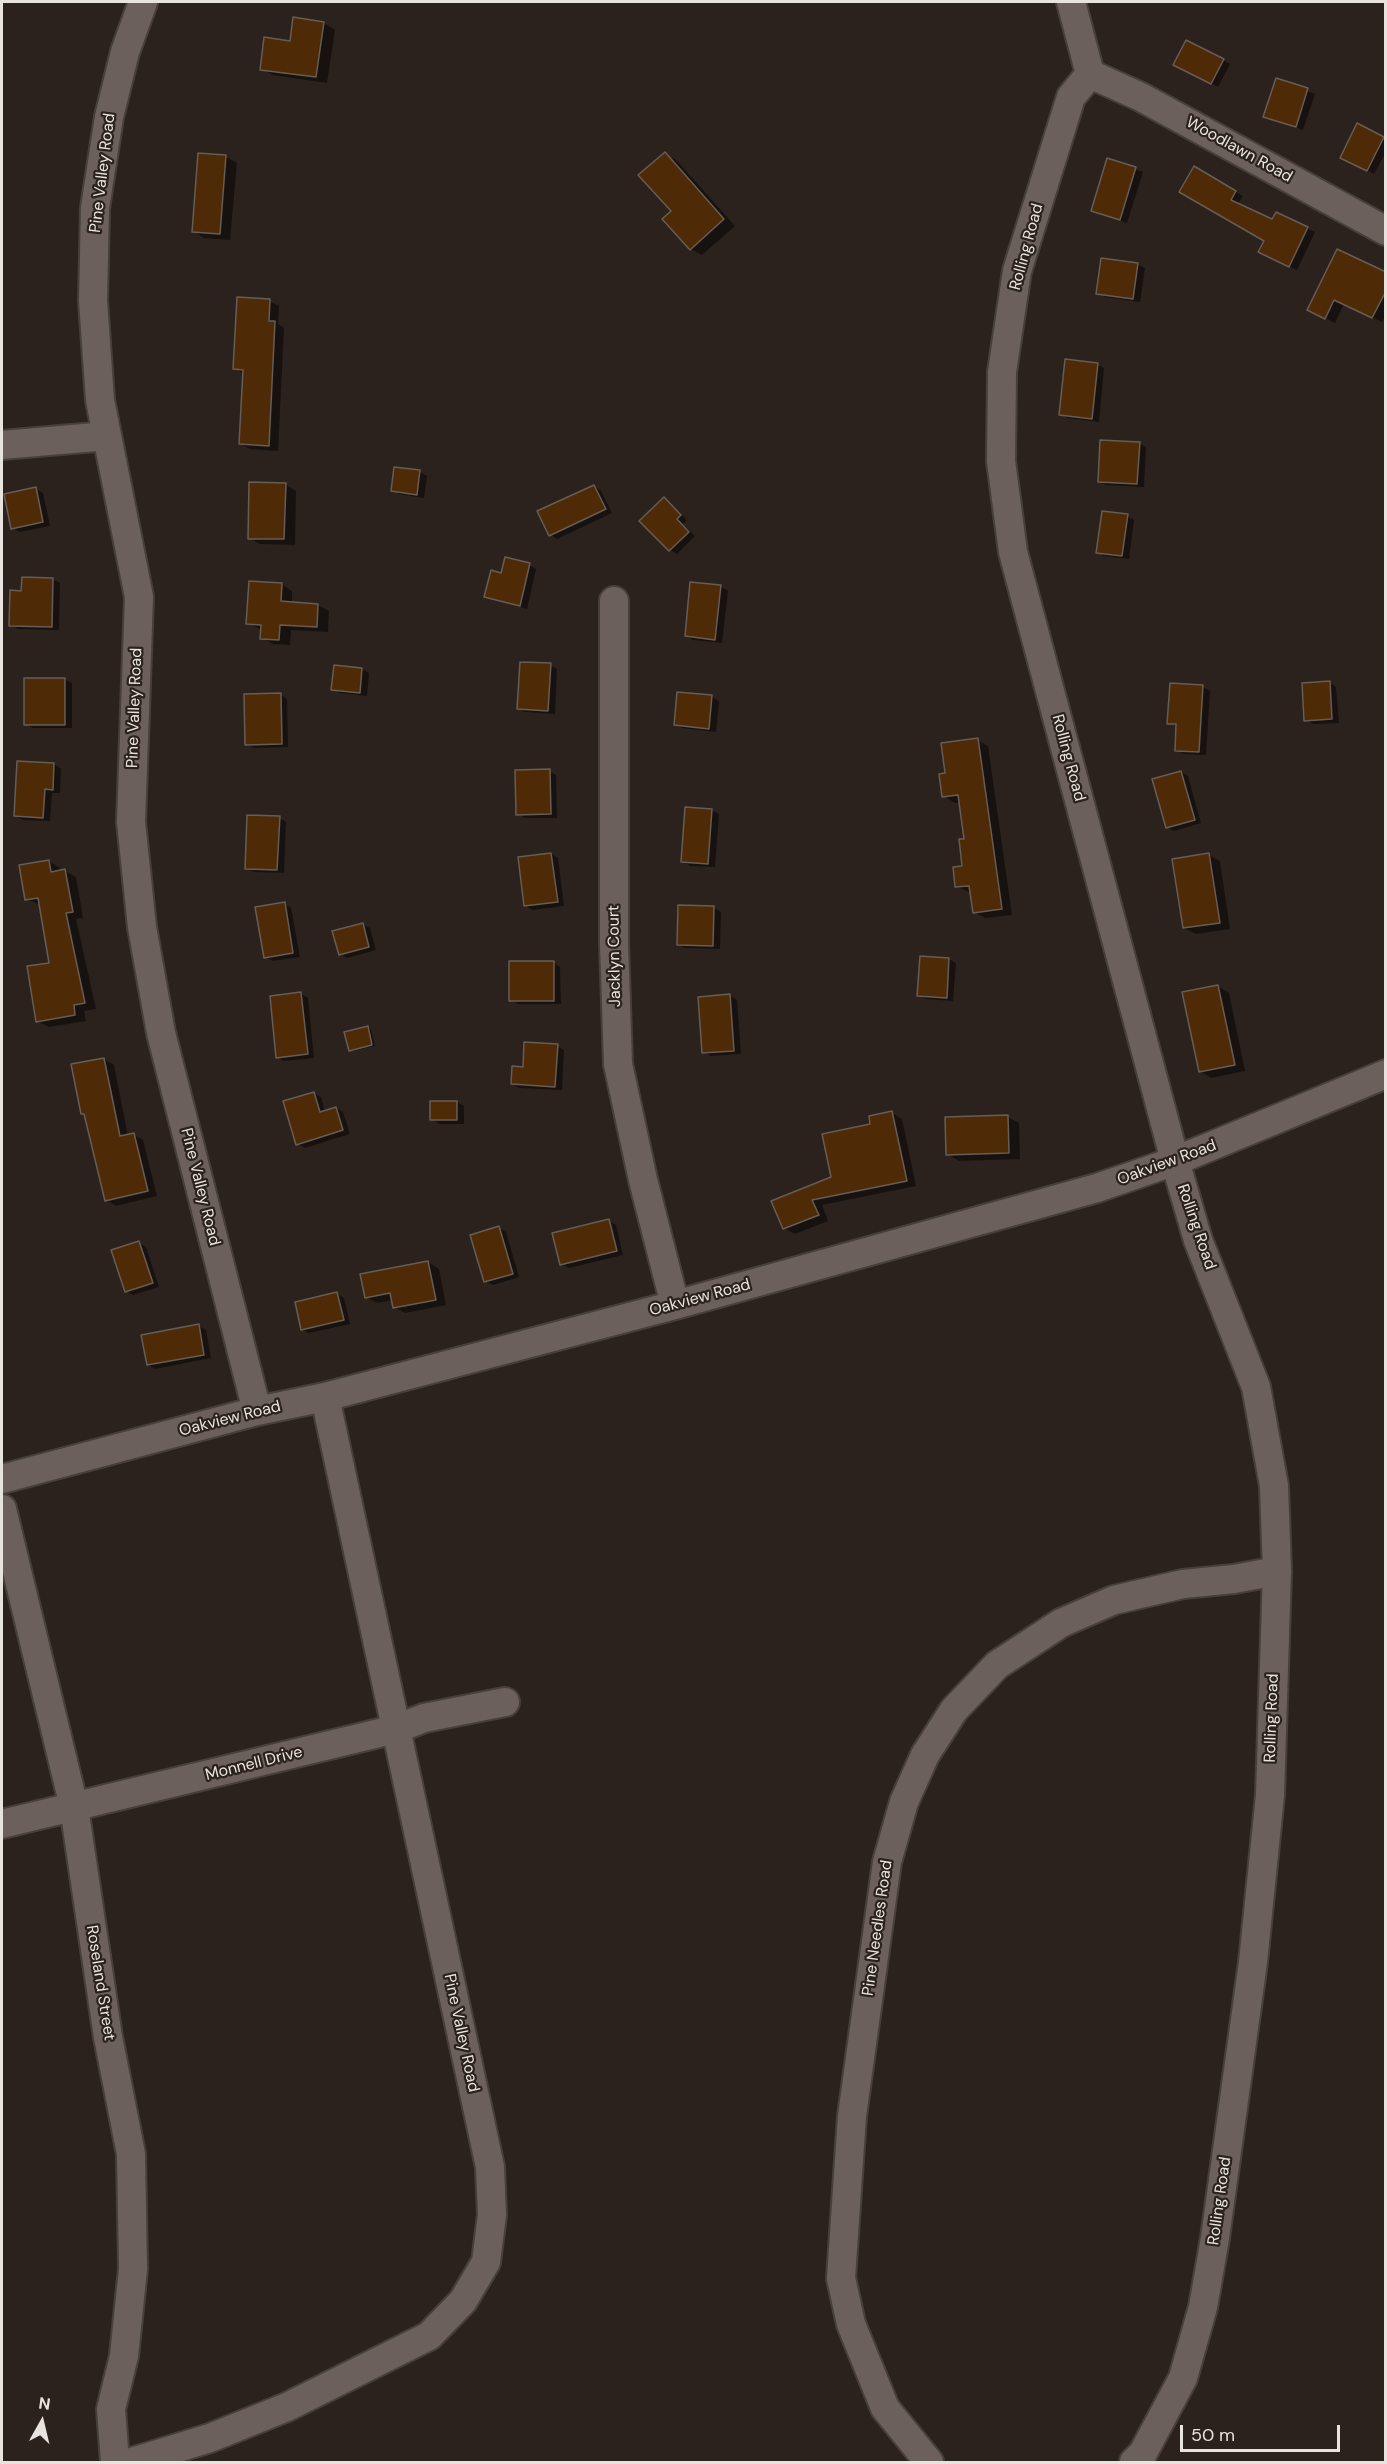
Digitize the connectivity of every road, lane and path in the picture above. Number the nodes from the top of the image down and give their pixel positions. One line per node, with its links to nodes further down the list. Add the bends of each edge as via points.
1 (143, 2): 5 (street, Pine Valley Road, via 125,52 109,117 95,208 93,300 100,400)
2 (1071, 2): 3 (street)
3 (1090, 74): 4 (street, Woodlawn Road, via 1141,97); 9 (street, Rolling Road, via 1071,97 1017,271 1002,372 1001,461 1013,552)
4 (1386, 231)
5 (107, 436): 6 (street); 12 (street, Pine Valley Road, via 139,597 131,822 142,927 161,1033)
6 (2, 445)
7 (614, 601): 10 (street, Jacklyn Court, via 618,1064)
8 (1386, 1074): 9 (street, Oakview Road)
9 (1175, 1161): 10 (street, Oakview Road, via 1097,1188); 15 (street, Rolling Road, via 1198,1240 1256,1386 1274,1486)
10 (675, 1305): 11 (street, Oakview Road)
11 (325, 1397): 12 (street, Oakview Road); 17 (street, Pine Valley Road)
12 (257, 1411): 13 (street, Oakview Road)
13 (2, 1479)
14 (2, 1509): 18 (street, Roseland Street)
15 (1277, 1571): 22 (street, Pine Needles Road, via 1183,1584 1114,1600 1061,1623 997,1665 954,1710 925,1755 904,1802 887,1862 853,2104 841,2278 851,2324 881,2399); 23 (street, Rolling Road, via 1270,1795 1253,1962 1215,2238 1203,2307 1183,2378)
16 (505, 1702): 17 (street, Monnell Drive, via 424,1718)
17 (396, 1729): 18 (street, Monnell Drive); 21 (street, Pine Valley Road, via 490,2167 492,2215 486,2262 463,2301 429,2336 287,2407)
18 (74, 1807): 19 (street, Monnell Drive); 20 (street, Roseland Street, via 108,2037 130,2154 133,2269 124,2356 111,2409)
19 (2, 1824)
20 (115, 2463)
21 (132, 2463)
22 (929, 2463)
23 (1134, 2463)

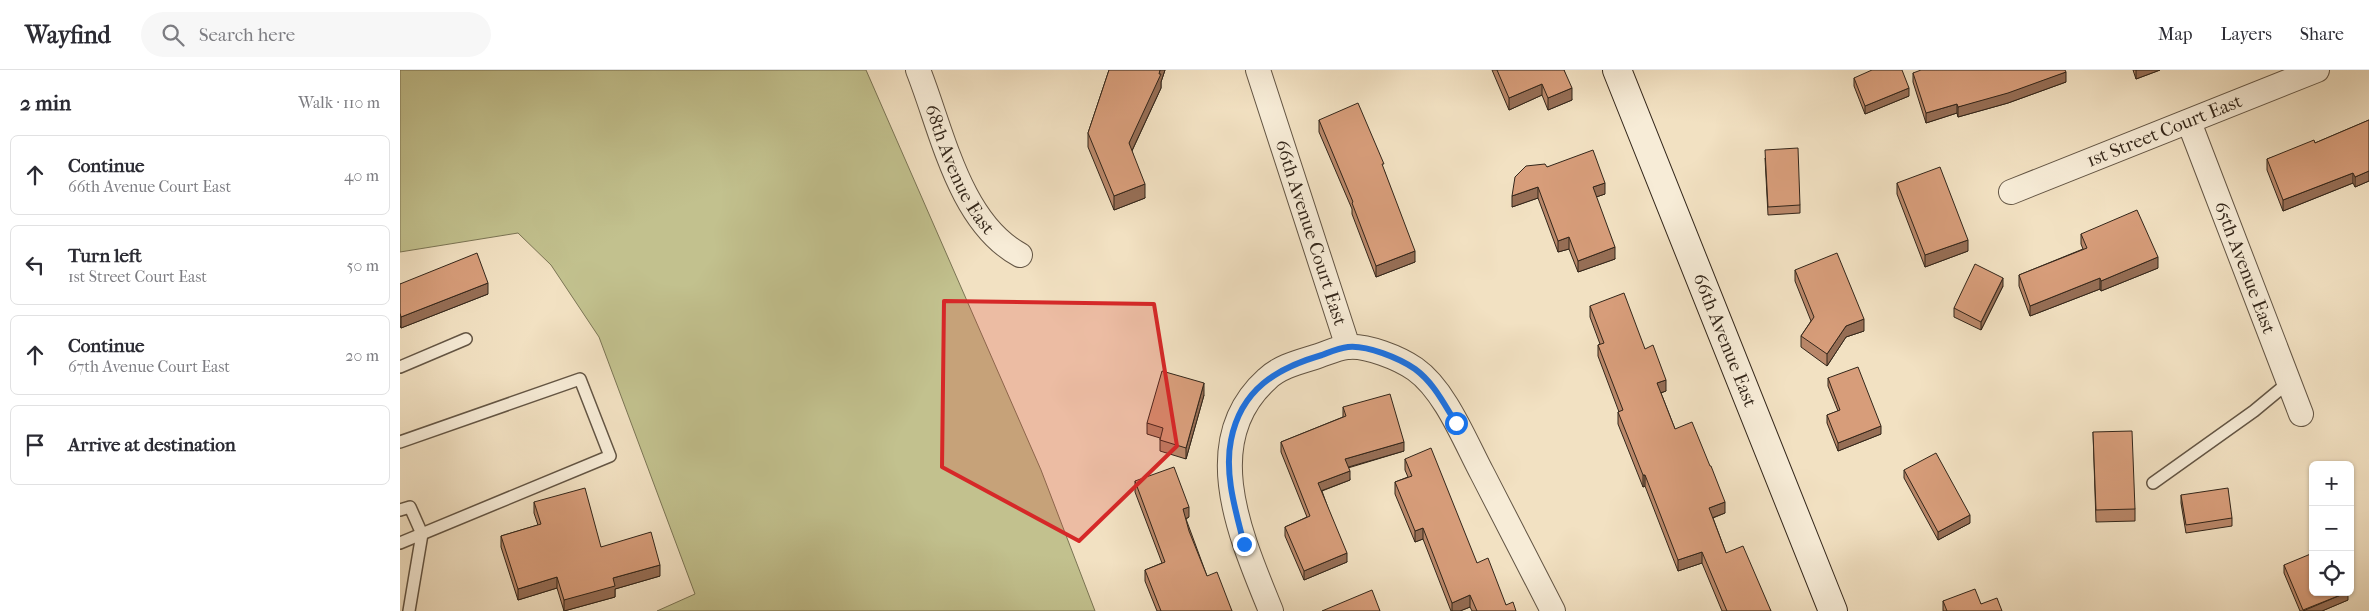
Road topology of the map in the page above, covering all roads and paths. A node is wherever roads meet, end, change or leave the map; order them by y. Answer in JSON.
{"nodes":[{"id":1,"x":918,"y":70,"type":"edge"},
{"id":2,"x":1258,"y":70,"type":"edge"},
{"id":3,"x":1617,"y":70,"type":"edge"},
{"id":4,"x":2317,"y":70,"type":"edge"},
{"id":5,"x":2190,"y":122,"type":"junction"},
{"id":6,"x":2011,"y":192,"type":"dead end"},
{"id":7,"x":1020,"y":255,"type":"dead end"},
{"id":8,"x":466,"y":339,"type":"dead end"},
{"id":9,"x":1348,"y":347,"type":"junction"},
{"id":10,"x":400,"y":367,"type":"edge"},
{"id":11,"x":2289,"y":382,"type":"junction"},
{"id":12,"x":2301,"y":414,"type":"dead end"},
{"id":13,"x":400,"y":442,"type":"edge"},
{"id":14,"x":2152,"y":483,"type":"dead end"},
{"id":15,"x":400,"y":510,"type":"edge"},
{"id":16,"x":422,"y":534,"type":"junction"},
{"id":17,"x":400,"y":543,"type":"edge"},
{"id":18,"x":409,"y":611,"type":"edge"},
{"id":19,"x":1271,"y":611,"type":"edge"},
{"id":20,"x":1553,"y":611,"type":"edge"},
{"id":21,"x":1833,"y":611,"type":"edge"}],
"edges":[{"from":1,"to":7,"type":"street","name":"68th Avenue East"},
{"from":2,"to":9,"type":"street","name":"66th Avenue Court East"},
{"from":3,"to":21,"type":"street","name":"66th Avenue East"},
{"from":4,"to":5,"type":"street","name":"1st Street Court East"},
{"from":5,"to":6,"type":"street","name":"1st Street Court East"},
{"from":5,"to":11,"type":"street","name":"65th Avenue East"},
{"from":8,"to":10,"type":"lane"},
{"from":9,"to":19,"type":"street"},
{"from":9,"to":20,"type":"street","name":"66th Avenue Court East"},
{"from":11,"to":12,"type":"street","name":"65th Avenue East"},
{"from":11,"to":14,"type":"lane"},
{"from":13,"to":16,"type":"lane"},
{"from":15,"to":16,"type":"lane"},
{"from":16,"to":17,"type":"lane"},
{"from":16,"to":18,"type":"lane"}]}
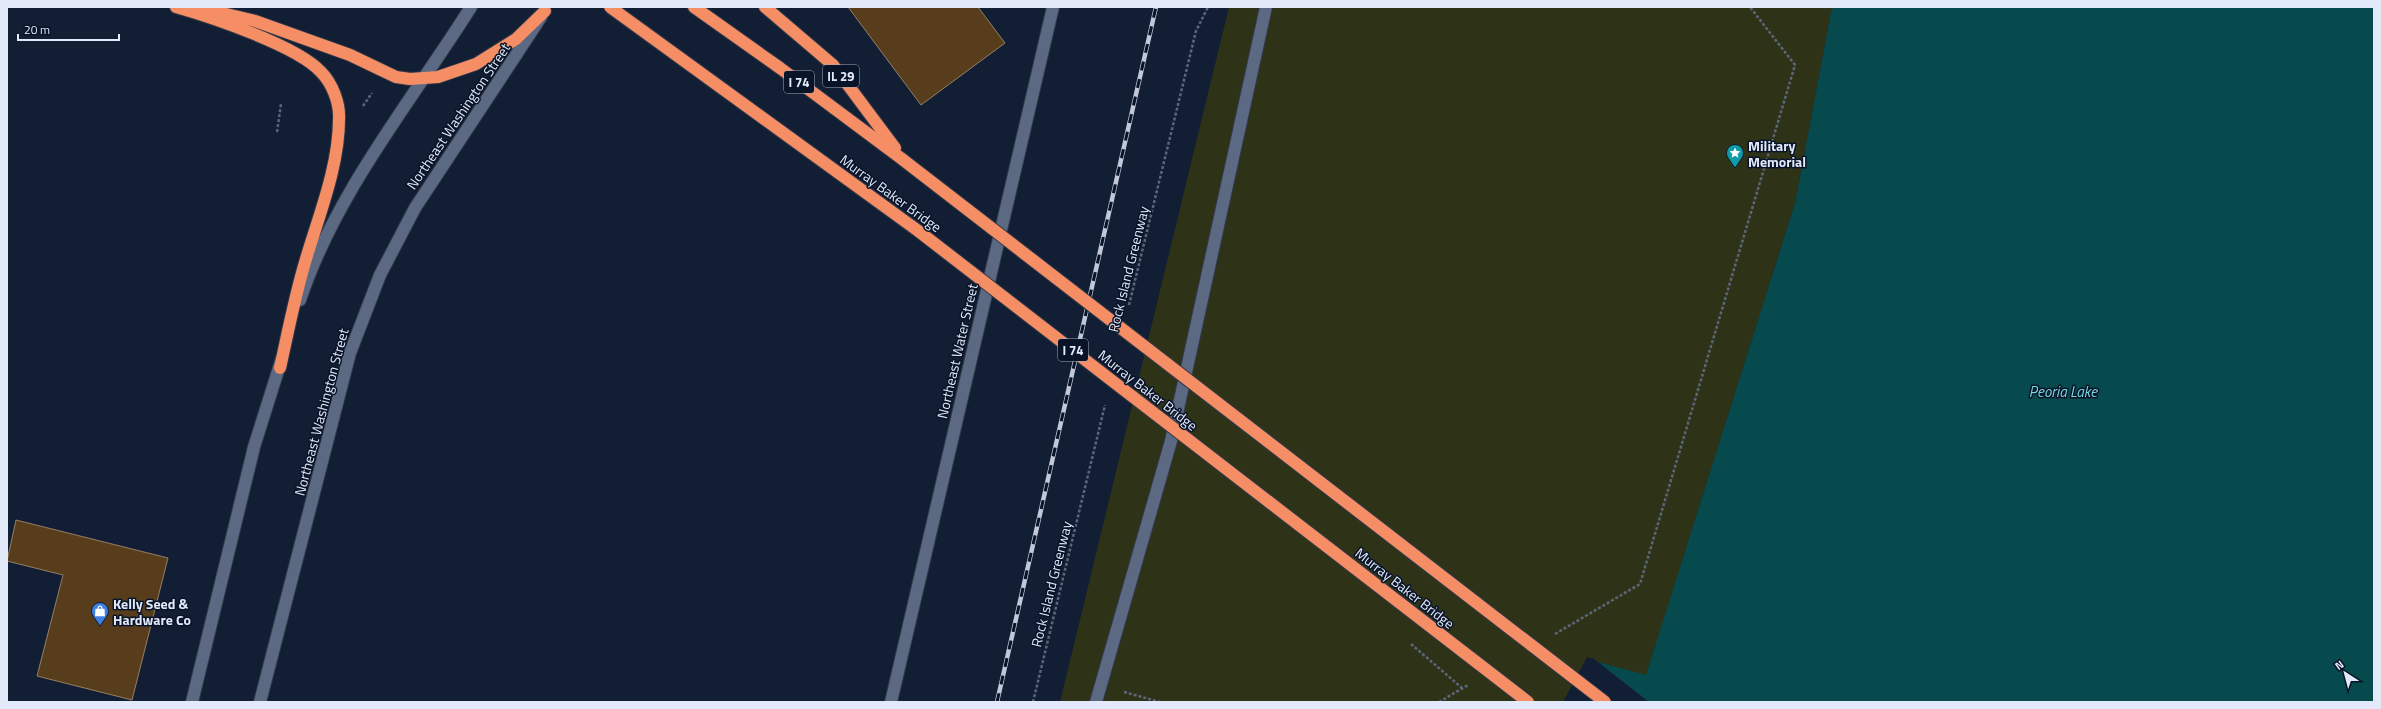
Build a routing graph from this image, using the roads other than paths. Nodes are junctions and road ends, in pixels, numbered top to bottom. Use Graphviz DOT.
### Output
graph roads {
  1 [pos="176,7"];
  2 [pos="197,7"];
  3 [pos="472,7"];
  4 [pos="610,7"];
  5 [pos="694,7"];
  6 [pos="765,7"];
  7 [pos="1054,7"];
  8 [pos="1266,7"];
  9 [pos="546,9"];
  10 [pos="425,78"];
  11 [pos="902,159"];
  12 [pos="280,368"];
  13 [pos="192,702"];
  14 [pos="260,702"];
  15 [pos="891,702"];
  16 [pos="1096,702"];
  17 [pos="1528,702"];
  18 [pos="1605,702"];
  1 -- 12 [label="highway"];
  2 -- 10 [label="highway"];
  3 -- 10 [label="street"];
  4 -- 17 [label="highway, Murray Baker Bridge / I 74, bridge"];
  5 -- 11 [label="highway, I 74"];
  6 -- 11 [label="highway, IL 29"];
  7 -- 15 [label="street, Northeast Water Street"];
  8 -- 16 [label="street"];
  9 -- 10 [label="highway"];
  9 -- 14 [label="street, Northeast Washington Street"];
  10 -- 12 [label="street"];
  11 -- 18 [label="highway, I 74, bridge"];
  12 -- 13 [label="street"];
}
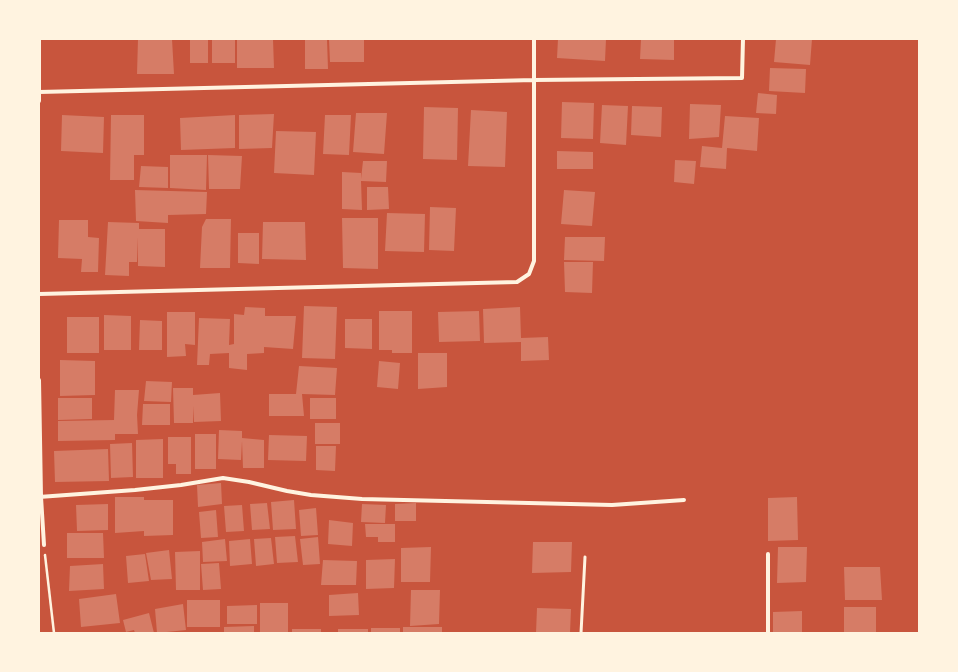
- - -
THE TASK:
In the lines above, find the word "Northeast" and copy each line that contains it.

ANSWER SPACE:
  7 -- 15 [label="street, Northeast Water Street"];
  9 -- 14 [label="street, Northeast Washington Street"];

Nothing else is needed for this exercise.